Jamuan itu pun sederhana, tidak ada jebakan untuk Chu Xian. Setelah makan dan minum, Chu Xian dan Qi Chengxiang beserta dua orang lainnya diatur menginap di rumah dinas kota.

Saat itu, Chu Xian sedang sendirian di kamar, mulai merenung.

Kepala Juru Tulis Kota itu bernama Fang Shun, orang pertama yang harus diselidiki oleh Chu Xian. Sebab, dialah yang menulis arsip kasus Pengawas yang terbunuh. Chu Xian sebelumnya telah memperkirakan, isi arsip itu terlalu sederhana, tidak ada hal yang substantif. Jika arsip itu salah atau ada yang disembunyikan, maka penulisnya pasti bermasalah, meski bukan dalang, pasti terkait dengan tangan hitam di belakang layar.

Dari pertemuan sebelumnya, Fang Shun sangat rapi dan teliti, bahkan bisa disebut tanpa cela.

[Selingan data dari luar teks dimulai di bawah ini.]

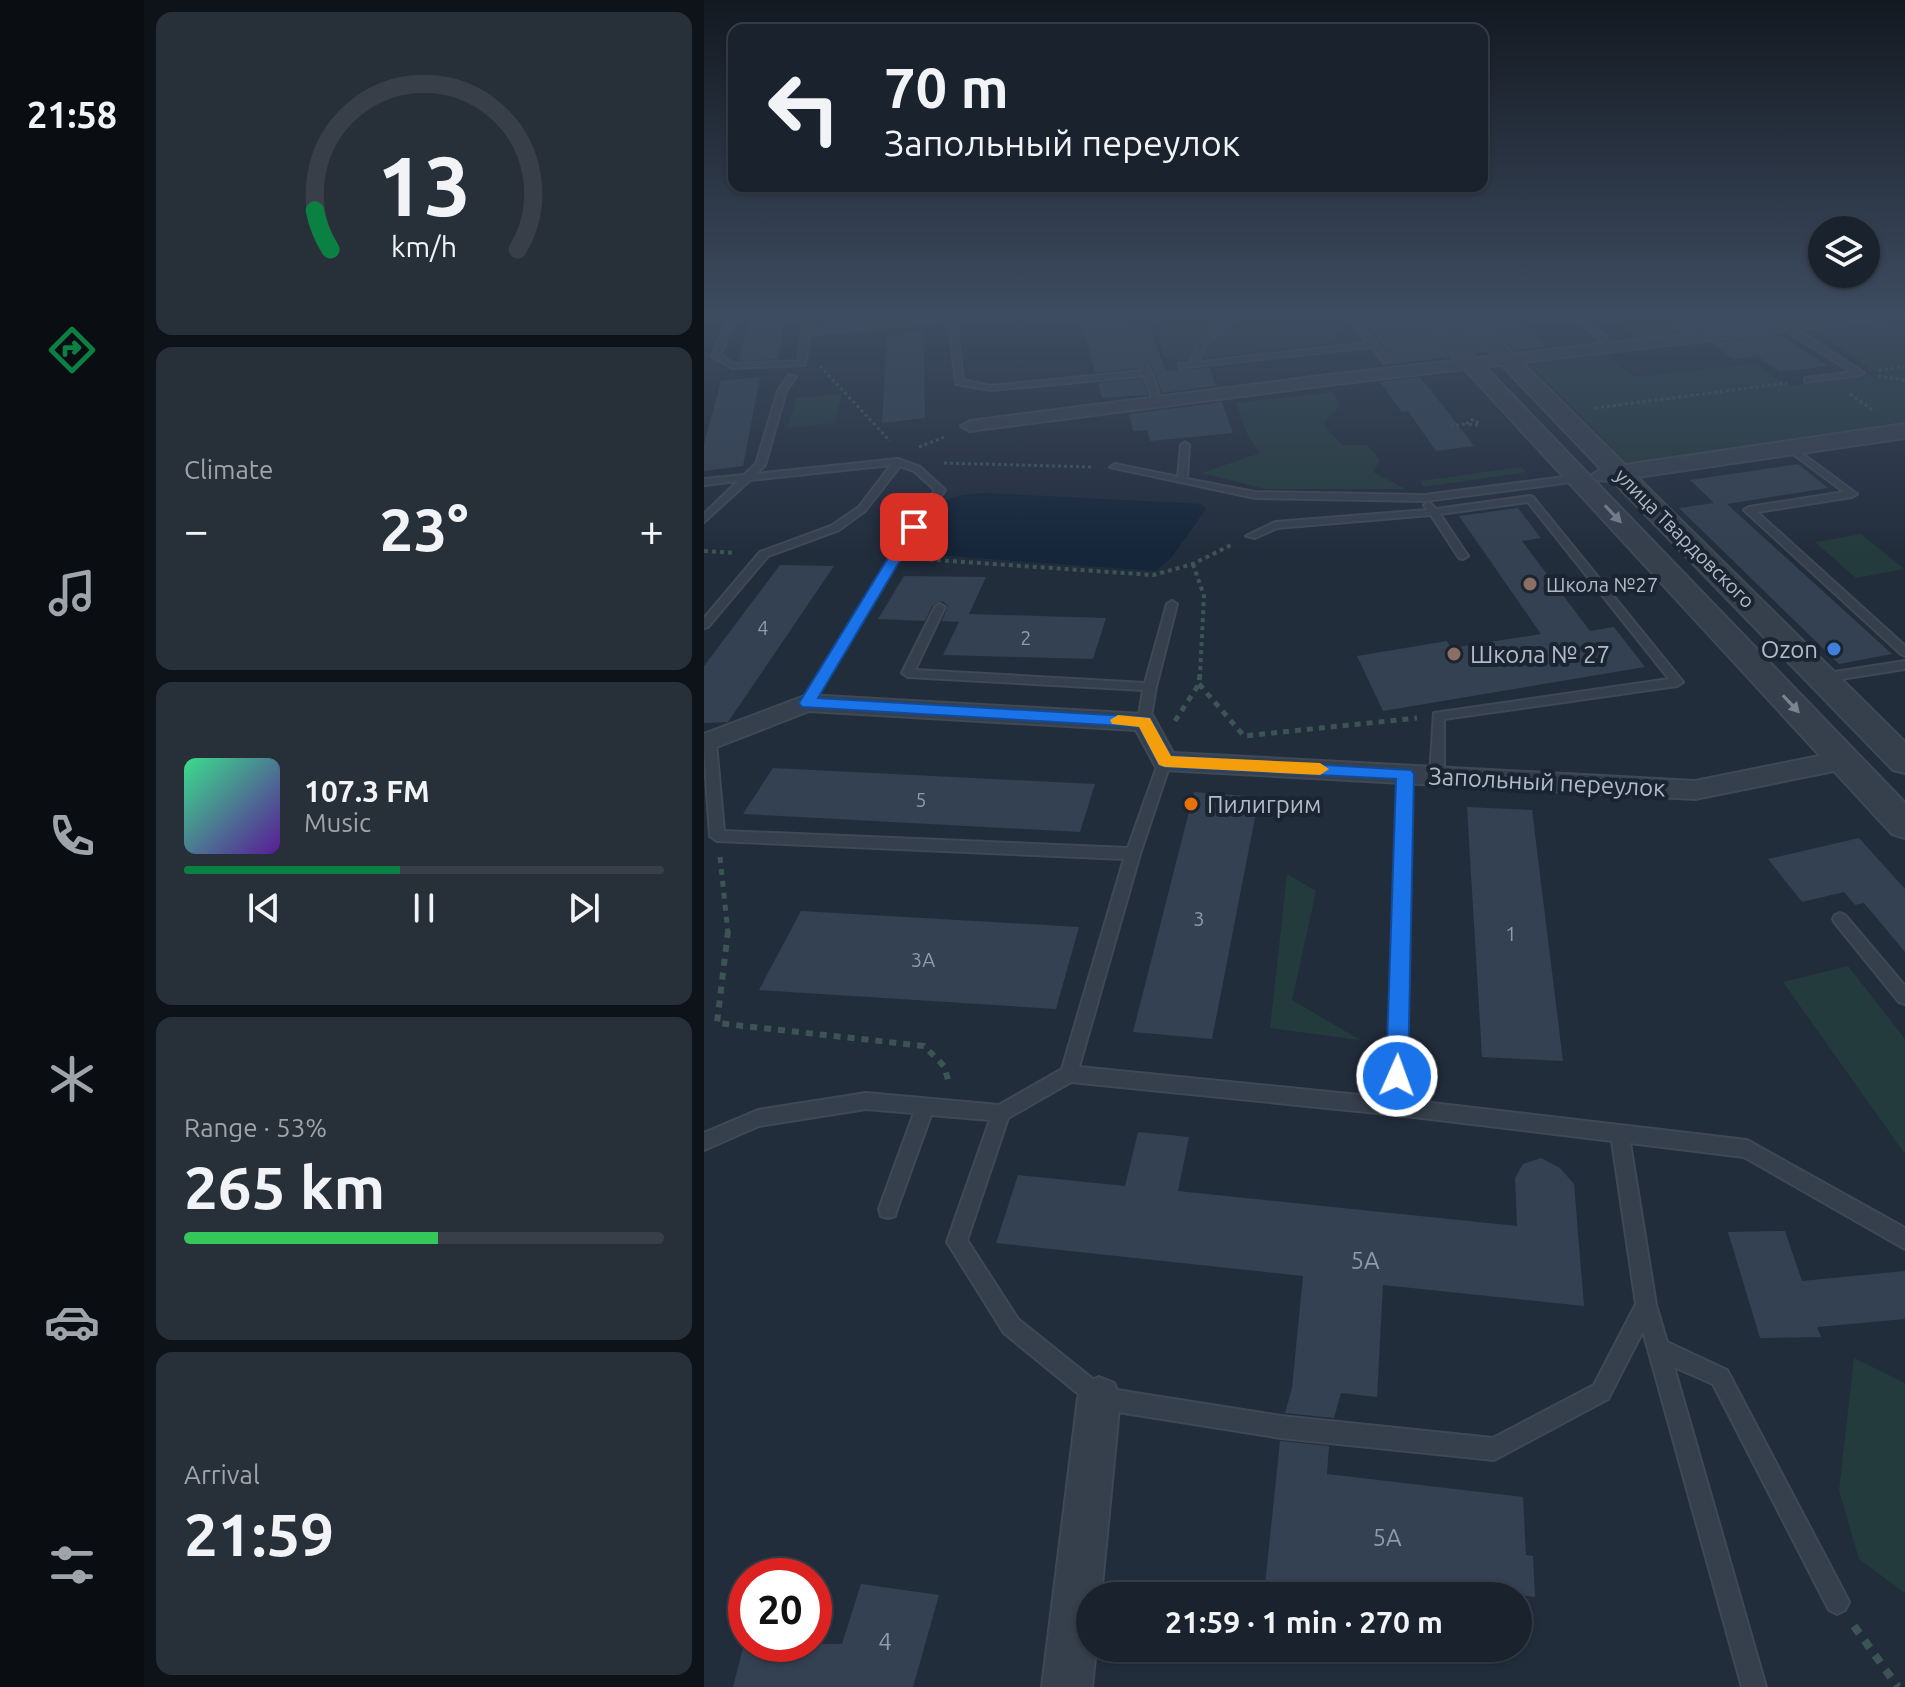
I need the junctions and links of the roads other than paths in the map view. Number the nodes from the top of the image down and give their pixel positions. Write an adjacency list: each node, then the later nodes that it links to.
1 (781, 394): 15 (lane)
2 (1155, 394): 6 (lane)
3 (1232, 394): 6 (street)
4 (1498, 394): 14 (street, улица Твардовского)
5 (1542, 394): 13 (street, улица Твардовского)
6 (1158, 403): 7 (street)
7 (970, 426)
8 (1905, 432): 10 (street)
9 (1185, 445): 16 (lane)
10 (1792, 449): 13 (street); 26 (lane)
11 (900, 458): 15 (lane); 25 (lane); 30 (lane)
12 (1115, 467): 16 (lane)
13 (1621, 474): 14 (street); 28 (street, улица Твардовского)
14 (1579, 478): 18 (lane); 33 (street, улица Твардовского, one-way to 33)
15 (746, 479): 17 (lane); 20 (lane)
16 (1182, 481): 18 (lane)
17 (704, 482)
18 (1425, 498): 19 (lane)
19 (1434, 512): 21 (lane); 22 (lane); 36 (lane)
20 (704, 519)
21 (1251, 536)
22 (1463, 556)
23 (1172, 604): 29 (lane)
24 (940, 607): 29 (lane)
25 (704, 625)
26 (1905, 652)
27 (1905, 665): 28 (lane)
28 (1822, 678): 34 (street, улица Твардовского)
29 (1150, 687): 31 (lane)
30 (807, 703): 31 (street, Запольный переулок); 32 (street, Запольный переулок)
31 (1154, 741): 35 (street, Запольный переулок); 38 (lane)
32 (707, 743): 38 (lane)
33 (1844, 760): 36 (street, Запольный переулок); 37 (street, улица Твардовского)
34 (1905, 762)
35 (1405, 774): 36 (street, Запольный переулок); 43 (lane)
36 (1437, 776)
37 (1905, 825)
38 (1133, 854): 41 (lane)
39 (1840, 919): 40 (lane)
40 (1905, 997)
41 (1069, 1074): 43 (lane); 44 (lane)
42 (925, 1106): 44 (lane); 46 (lane); 47 (lane)
43 (1397, 1107): 45 (lane)
44 (1001, 1113): 51 (lane)
45 (1620, 1134): 48 (lane); 49 (lane)
46 (704, 1142)
47 (888, 1209)
48 (1905, 1239)
49 (1646, 1305): 50 (lane); 51 (lane)
50 (1658, 1349): 52 (lane); 54 (lane)
51 (1099, 1398): 53 (street)
52 (1837, 1602)
53 (1075, 1677)
54 (1754, 1687)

Dari awal hingga akhir jamuan, pakaiannya tetap rapi, rambutnya tidak berantakan, setiap kali mengambil makanan, sumpitnya selalu diletakkan kembali dengan posisi dan sudut yang sama, seolah-olah dicetak dari cetakan.

Jika di meja makan saja begitu, jelas ia juga sangat teliti dalam pekerjaan, tidak mentolerir sedikit pun kelalaian. Namun, arsip yang ia tulis justru memiliki beberapa bagian yang sulit dijelaskan atau kurang dasar argumen.

Pejabat lain mungkin bisa melakukan kesalahan semacam itu, tapi Chu Xian merasa Fang Shun tidak mungkin. Ia sudah menjadi Kepala Juru Tulis selama tujuh tahun.

Tiba-tiba, Chu Xian mendapat ide dan memanggil Qi Chengxiang.

“Tuan,” Qi Chengxiang tahu, dipanggil saat ini pasti ada tugas.

Benar saja, Chu Xian memberi tugas padanya.

“Kapten Qi, tolong bawa surat tugas Pengawas dan pergi ke kantor kota. Katakan saja, aku ingin memeriksa arsip kasus besar kota selama bertahun-tahun, dan langsung bawa ke sini.” Chu Xian menyerahkan surat tugas yang diberikan Cui Huan kepadanya. Dengan surat itu, tak ada pejabat kantor kota yang berani menolak atau menghalangi.